▶ What you are asked to do
Every entry below should be reproduced exactly; no picture is to be included.

▶ Source material
=====

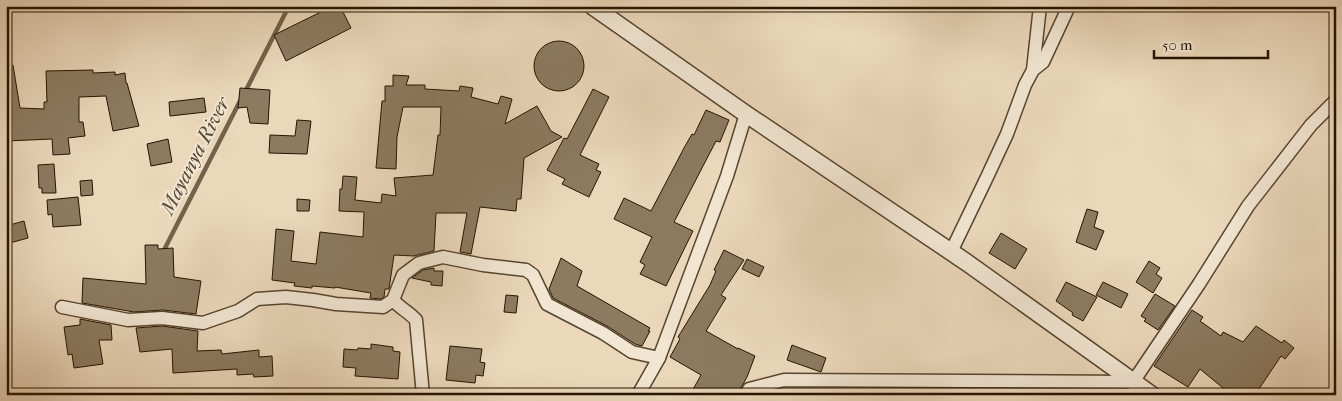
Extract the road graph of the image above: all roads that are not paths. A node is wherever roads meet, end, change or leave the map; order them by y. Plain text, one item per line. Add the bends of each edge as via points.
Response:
1 (592, 6) edge
2 (1040, 6) edge
3 (1069, 6) edge
4 (1033, 70) junction
5 (1336, 100) edge
6 (746, 114) junction
7 (950, 252) junction
8 (393, 300) junction
9 (62, 307) dead end
10 (659, 358) junction
11 (1133, 382) junction
12 (423, 395) edge
13 (638, 395) edge
14 (747, 395) edge
15 (1152, 395) edge

1 - 6 street
2 - 4 street
3 - 4 street via 1043,62
4 - 7 street via 992,167
5 - 11 street via 1311,125 1248,206
6 - 7 street
6 - 10 street via 727,176
7 - 11 street
8 - 9 street via 383,307 286,297 257,298 238,312 203,323 162,318 128,320
8 - 10 street via 403,275 419,262 443,257 526,270 533,276 547,304 604,333 632,352
8 - 12 street via 416,320
10 - 13 street
11 - 14 street via 784,380 749,389
11 - 15 street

=====

▶ Answer space
Extract the road graph of the image above: all roads that are not paths. A node is wherever roads meet, end, change or leave the map; order them by y. Plain text, one item per line. Add the bends of each edge as via points.
Response:
1 (592, 6) edge
2 (1040, 6) edge
3 (1069, 6) edge
4 (1033, 70) junction
5 (1336, 100) edge
6 (746, 114) junction
7 (950, 252) junction
8 (393, 300) junction
9 (62, 307) dead end
10 (659, 358) junction
11 (1133, 382) junction
12 (423, 395) edge
13 (638, 395) edge
14 (747, 395) edge
15 (1152, 395) edge

1 - 6 street
2 - 4 street
3 - 4 street via 1043,62
4 - 7 street via 992,167
5 - 11 street via 1311,125 1248,206
6 - 7 street
6 - 10 street via 727,176
7 - 11 street
8 - 9 street via 383,307 286,297 257,298 238,312 203,323 162,318 128,320
8 - 10 street via 403,275 419,262 443,257 526,270 533,276 547,304 604,333 632,352
8 - 12 street via 416,320
10 - 13 street
11 - 14 street via 784,380 749,389
11 - 15 street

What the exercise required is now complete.